Today, Secretary of Education Arne Duncan is giving a speech at a high school in Boston that has improved after receiving a federal School Improvement Grant (SIG). He’ll be unveiling his department’s latest report on the results of the SIG program and a new four-year report on Race to the Top, the Obama administration’s signature initiative in K-12 education.
The report casts SIG in a favorable light, and claims that Race to the Top has helped plant the seeds for long term change. Color us here at AEI skeptical.
This summer I penned an essay in Education Next on the legacy of Race to the Top, an effort that:
could have designed a program that told the states, “Give us your best ideas, and we’ll fund the states that are pioneering the most promising approaches.” … Instead, the administration proposed 19 “priorities” that states seeking Race to the Top funds would be required to address. States could earn points in each category by promising to follow administration dictates, with the most successful states winning the cash. Few of the priorities entailed structural changes. Instead, they mostly emphasized things like professional development, ensuring an “equitable distribution” of good teachers and principals, “building strong statewide capacity,” “making education funding a priority,” and so on. ….
In the end, the effort suffered for its emphasis on promises rather than accomplishments, ambiguous scoring criteria, and murky process for selecting and training judges. Conservative analyst Chester E. Finn Jr. concluded that the review process didn’t reflect “what’s really going on in these states and the degree of sincerity of their reform convictions.” The reliance of winning states on outside consultants and grant writers also meant that the commitment of key legislators, civic leaders, or education officials to the promised reform agenda could be pretty thin. Every one of the dozen winning states has come up short on its promises.
But even though the program did not live up to its promise, there are valuable lessons it taught. Here are two:
Build Reliable Infrastructure. It was no fault of the Obama administration, but the infrastructure to do Race to the Top well simply didn’t exist. Criteria for who should judge and how they should do so were made up on the fly. The need to do this in a hurry, along with conflict-of-interest rules, made it hard to assemble a first-rate pool of reviewers. U.S. Department of Education officials also had to combat concerns about the review process appearing too “political.” In the future, clear norms regarding reviewers, criteria, use of evidence, and institutional autonomy should be established before such programs are created.

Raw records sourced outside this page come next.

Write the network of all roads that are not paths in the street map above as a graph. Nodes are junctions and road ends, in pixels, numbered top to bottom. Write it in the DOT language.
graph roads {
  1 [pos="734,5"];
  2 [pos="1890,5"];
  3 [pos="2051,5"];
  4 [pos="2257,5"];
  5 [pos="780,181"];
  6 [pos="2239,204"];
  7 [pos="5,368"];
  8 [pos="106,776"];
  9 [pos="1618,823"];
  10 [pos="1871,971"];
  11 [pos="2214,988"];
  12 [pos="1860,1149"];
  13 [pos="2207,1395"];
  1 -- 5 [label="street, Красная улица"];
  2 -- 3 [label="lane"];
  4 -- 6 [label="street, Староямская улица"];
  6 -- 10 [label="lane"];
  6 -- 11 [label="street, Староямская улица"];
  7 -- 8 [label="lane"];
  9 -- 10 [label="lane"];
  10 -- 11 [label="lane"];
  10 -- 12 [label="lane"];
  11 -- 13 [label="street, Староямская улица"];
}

Beware of Opportunity Costs. The Obama administration dangled $4 billion in federal funds at the height of the Great Recession and linked them to states demonstrating that they’d “prioritize” education spending. At a time when states could have been using the crisis to focus on finally doing something about underfunded pensions or much-needed belt-tightening, they were preoccupied with dreaming up new spending proposals. Opportunity costs don’t just come in policies pursued and tabled, but also in the debates that policymakers should and don’t have.